A quick appeal to intuition will show this is true for data that grows exponentially (geometrically). If something grows by some multiplication factor, you will soon see that the distribution is logarithmic, i.e. that numbers starting with a 1 appear 30% of the time. This explains the law for a lot of things that grow in this way, like prices and populations. Yet this law also appears in other types of growth, including factorials and Fibonacci numbers.
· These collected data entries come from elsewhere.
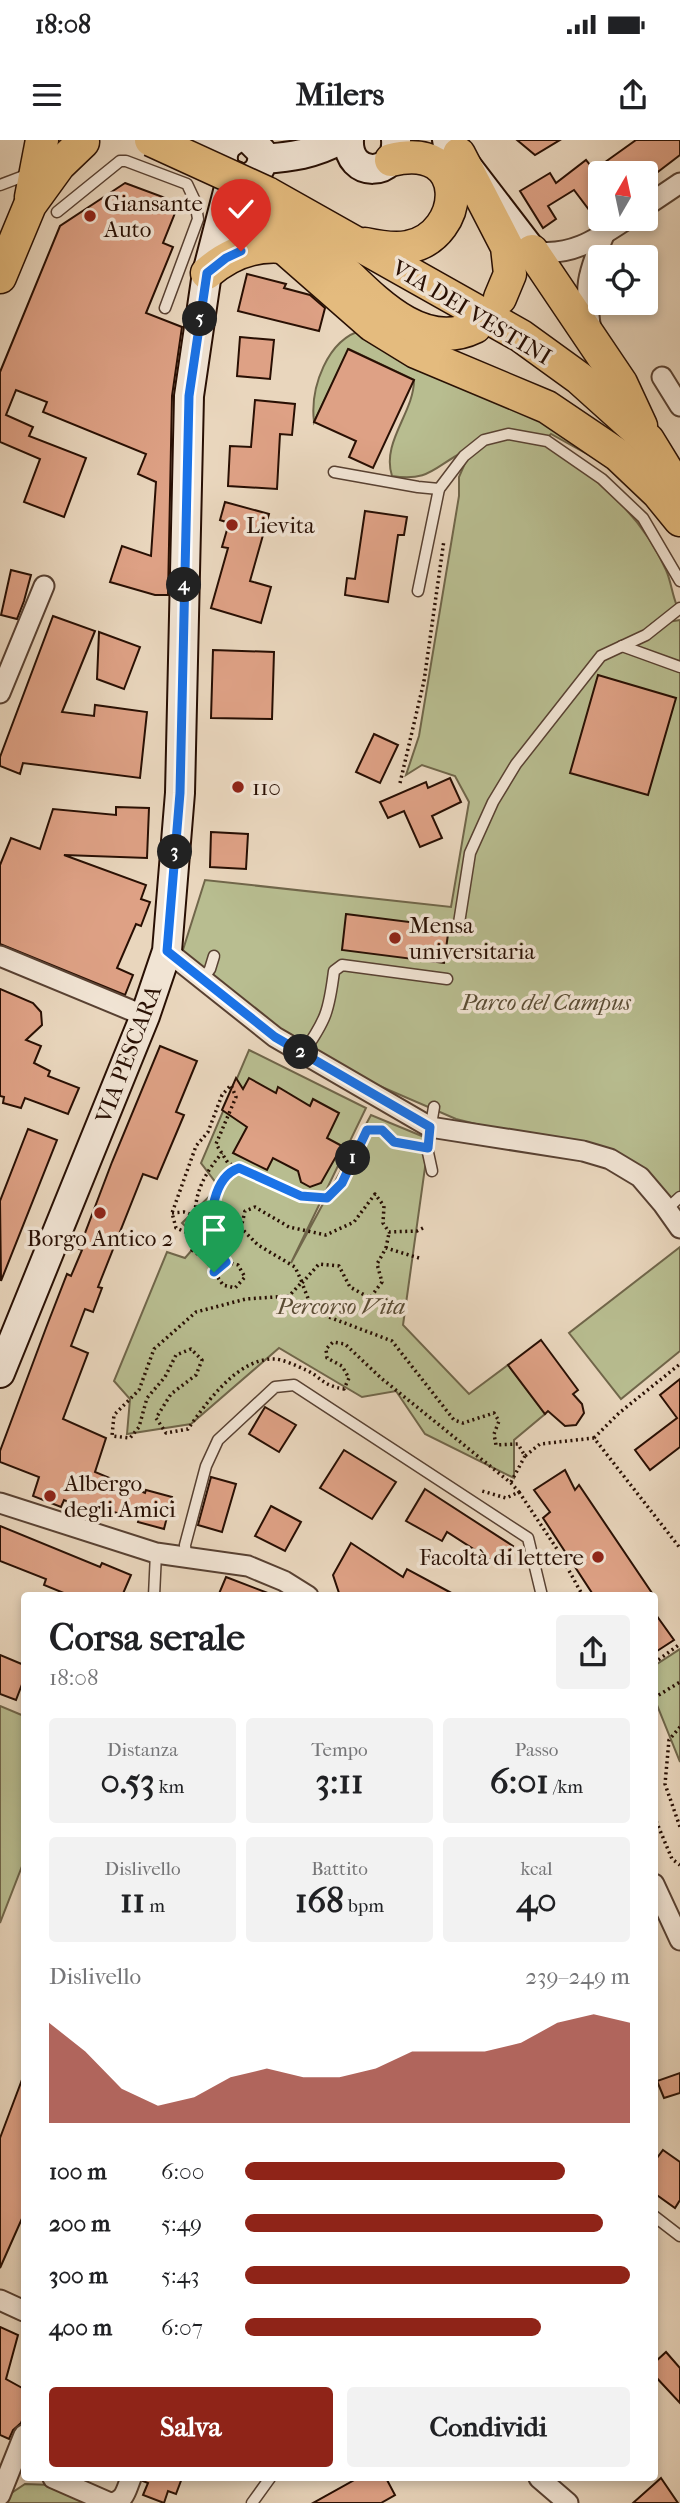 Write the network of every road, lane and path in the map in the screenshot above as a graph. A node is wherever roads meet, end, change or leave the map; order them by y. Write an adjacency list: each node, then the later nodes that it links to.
1 (151, 140): 13 (main road, VIA DEI VESTINI, bridge)
2 (339, 140): 8 (street)
3 (81, 141): 15 (main road)
4 (453, 147): 20 (street); 23 (main road)
5 (394, 150): 7 (street); 18 (main road)
6 (234, 151): 8 (street); 11 (lane); 19 (main road); 22 (street, VIA PESCARA)
7 (353, 151): 8 (street)
8 (300, 155)
9 (35, 156): 12 (lane); 15 (main road)
10 (680, 183): 14 (street)
11 (187, 184): 15 (lane); 24 (lane)
12 (0, 186)
13 (267, 193): 18 (main road, VIA DEI VESTINI); 27 (main road)
14 (658, 198)
15 (43, 209): 21 (main road)
16 (609, 231): 17 (street)
17 (604, 234): 20 (street); 26 (street)
18 (354, 242): 30 (main road, VIA DEI VESTINI)
19 (283, 247): 22 (main road); 27 (main road)
20 (532, 251): 26 (main road)
21 (1, 273)
22 (207, 273): 45 (street, VIA PESCARA)
23 (500, 298)
24 (165, 308)
25 (475, 327): 27 (main road)
26 (592, 338): 30 (main road)
27 (421, 341): 34 (main road)
28 (662, 377): 29 (street)
29 (680, 406)
30 (648, 440): 33 (main road, VIA DEI VESTINI)
31 (334, 471): 32 (lane)
32 (439, 489): 36 (lane); 38 (lane)
33 (680, 492)
34 (680, 520)
35 (445, 535): 43 (path)
36 (680, 581)
37 (44, 586): 42 (street)
38 (418, 591)
39 (680, 607): 40 (lane)
40 (622, 646): 41 (lane); 44 (lane)
41 (680, 667)
42 (0, 693)
43 (400, 783)
44 (459, 923)
45 (167, 951): 48 (street); 50 (street, VIA PESCARA)
46 (0, 956): 50 (street)
47 (214, 956): 48 (lane)
48 (203, 979): 51 (street)
49 (447, 979): 51 (lane)
50 (145, 1016): 72 (street, VIA PESCARA)
51 (303, 1053): 53 (street)
52 (434, 1107): 53 (lane)
53 (430, 1127): 54 (lane); 58 (street)
54 (428, 1148): 56 (path); 57 (lane)
55 (222, 1153): 56 (path); 59 (path); 60 (path)
56 (239, 1168): 65 (path)
57 (432, 1171)
58 (673, 1203): 62 (street)
59 (172, 1213): 60 (path); 64 (path)
60 (193, 1215): 64 (path)
61 (424, 1228): 63 (path)
62 (680, 1228)
63 (389, 1232): 66 (path); 70 (path)
64 (197, 1237): 65 (path); 69 (path)
65 (215, 1245): 68 (path)
66 (386, 1248): 67 (path); 70 (path)
67 (419, 1258)
68 (226, 1262): 69 (path); 69 (path)
69 (214, 1272)
70 (302, 1283): 74 (path); 75 (path)
71 (680, 1364): 73 (path)
72 (0, 1373)
73 (594, 1438): 74 (path); 79 (path)
74 (525, 1456): 75 (path)
75 (511, 1483): 76 (path)
76 (519, 1492): 77 (path); 85 (path)
77 (472, 1501): 81 (lane); 84 (lane)
78 (0, 1503): 80 (street)
79 (680, 1548)
80 (156, 1553): 81 (street); 83 (lane)
81 (186, 1557): 82 (street)
82 (281, 1588)
83 (154, 1592)
84 (541, 1592)
85 (581, 1592)
86 (680, 1644): 87 (path)
87 (658, 1660)
88 (680, 1682): 89 (path)
89 (658, 1696)
90 (680, 1727): 92 (path)
91 (658, 1826): 93 (path)
92 (680, 1827)
93 (680, 1865)
94 (658, 1893): 95 (street)
95 (680, 1940)
96 (658, 2219): 97 (lane)
97 (680, 2236)
98 (0, 2300): 99 (street)
99 (21, 2310)
100 (21, 2442): 106 (street)
101 (21, 2480): 106 (street)
102 (60, 2481): 107 (street)
103 (130, 2481): 107 (street)
104 (268, 2481): 108 (lane)
105 (542, 2481): 109 (street)
106 (2, 2489)
107 (107, 2502)
108 (252, 2503)
109 (568, 2503)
However, remarkably, this law also describes what happens when you take data randomly from a variety of sources, such as you might do if you took numbers from a newspaper. Although this data comes from a variety of distributions, not just from exponential growth but many other distributions, yet still follows Benford’s Law. Although Benford observed this fact in his original paper, it was not proven until 1995 by Ted Hill.
However, you can still prove Benford’s Law without knowing this. If we can assume Benford’s Law exists, then it must be scale invariant, i.e. it would not matter which units we choose to make our measurements in – kilometres, miles, feet, centimetres or whatever. As I prove in this video, the only distribution that is scale invariant must be the logarithmic distribution. Hence Benford’s Law is logarithmic. This proof was first put forward by Roger Pinkham in 1961.
In 1992, Mark Nigrini wrote his PhD thesis on the detection of income tax invasion using Bedford’s Law, and his ideas are applied in the detection of fraud.
We see Benford’s Law in observational data because real data can be a complex mix of many distributions and because it is the distribution achieved when data is repeatedly multiplied, divided, or raised to integer powers. And, once achieved, the distribution persists under further multiplication, division, and raising to integer powers.